Virginia Woolf's Mrs. Dalloway is on one level a commentary of a world war that shaped a generation. With the character of Septimus, Woolf manages to give a voice to an entire generation of lost men. Ironically, she creates this voice through the silences of Septimus, both in his inability to communicate with the world around him and in his suicide, which silences him completely and permanently.
The term shell shock is a layman's term for the medical condition of Neurasthenia, which was widespread amongst the soldiers of World War I. Shell shock was first identified by doctors during the war when it was realized that the large numbers of soldiers who were being rendered incapacitated were not physically injured but had psychological wounds.

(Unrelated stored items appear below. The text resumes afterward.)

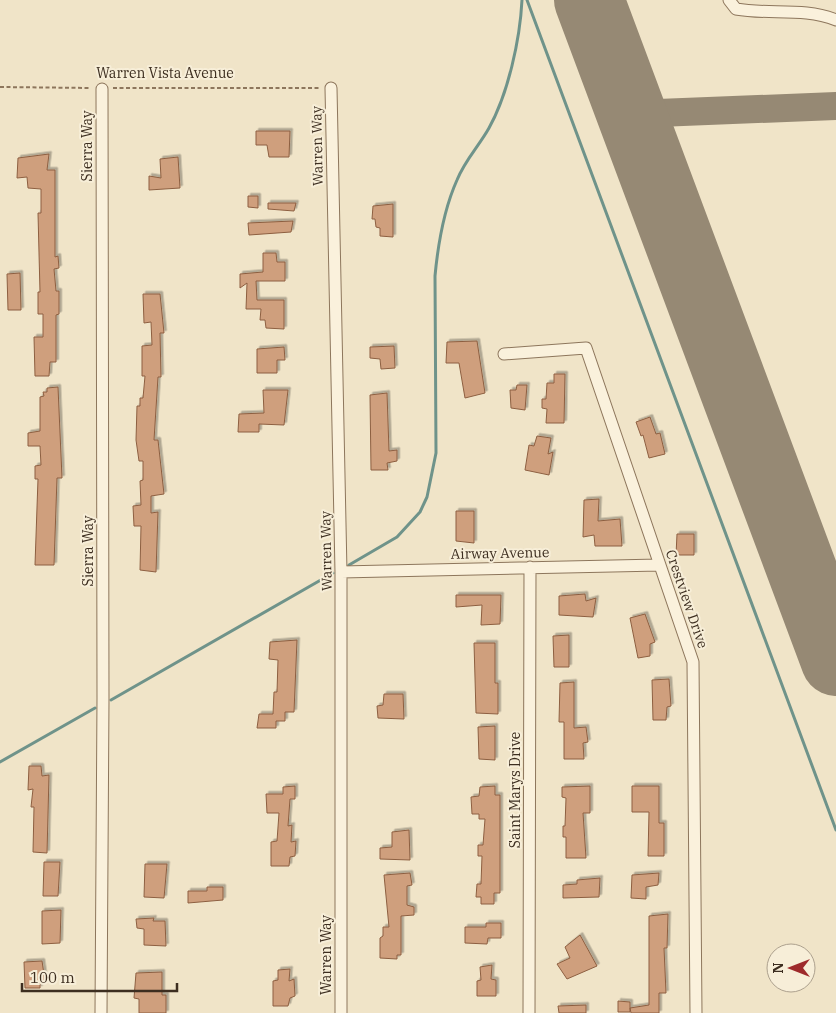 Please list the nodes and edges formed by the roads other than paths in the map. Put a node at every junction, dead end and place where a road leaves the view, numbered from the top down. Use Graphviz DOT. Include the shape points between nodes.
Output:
graph roads {
  1 [pos="729,0"];
  2 [pos="836,20"];
  3 [pos="102,88"];
  4 [pos="331,88"];
  5 [pos="504,354"];
  6 [pos="659,565"];
  7 [pos="530,568"];
  8 [pos="341,572"];
  9 [pos="101,1013"];
  10 [pos="341,1013"];
  11 [pos="529,1013"];
  12 [pos="696,1013"];
  1 -- 2 [label="street" via="736,10 807,12"];
  3 -- 9 [label="street, Sierra Way"];
  4 -- 8 [label="street, Warren Way"];
  5 -- 6 [label="street, Crestview Drive" via="586,348"];
  6 -- 7 [label="street, Airway Avenue"];
  6 -- 12 [label="street, Crestview Drive" via="693,662"];
  7 -- 8 [label="street, Airway Avenue"];
  7 -- 11 [label="street, Saint Marys Drive"];
  8 -- 10 [label="street, Warren Way"];
}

Hospitals were built specifically to treat the hundreds of men who returned home with the mental wounds of war. In Great Britain, the most famous of these was Craiglockhart, which was established in 1916 to treat shell-shocked officers.
As a historian, I am interested in the literature of the age that gave a voice to the horrors of WW I. Woolf's voice is interesting insofar as her gender necessitated that she wrote as an outsider to the intimate horror of trench warfare. She is not, however, the only writer who gave a voice to the men who experienced this war. Poets Wilfred Owen and Siegfried Sassoon were just two of the poets who wrote about their experiences.
In his poem, "Survivors," Sassoon noted the connection between the war
experience and language. His survivors stammer and are disconnected
in their speech and return home mad.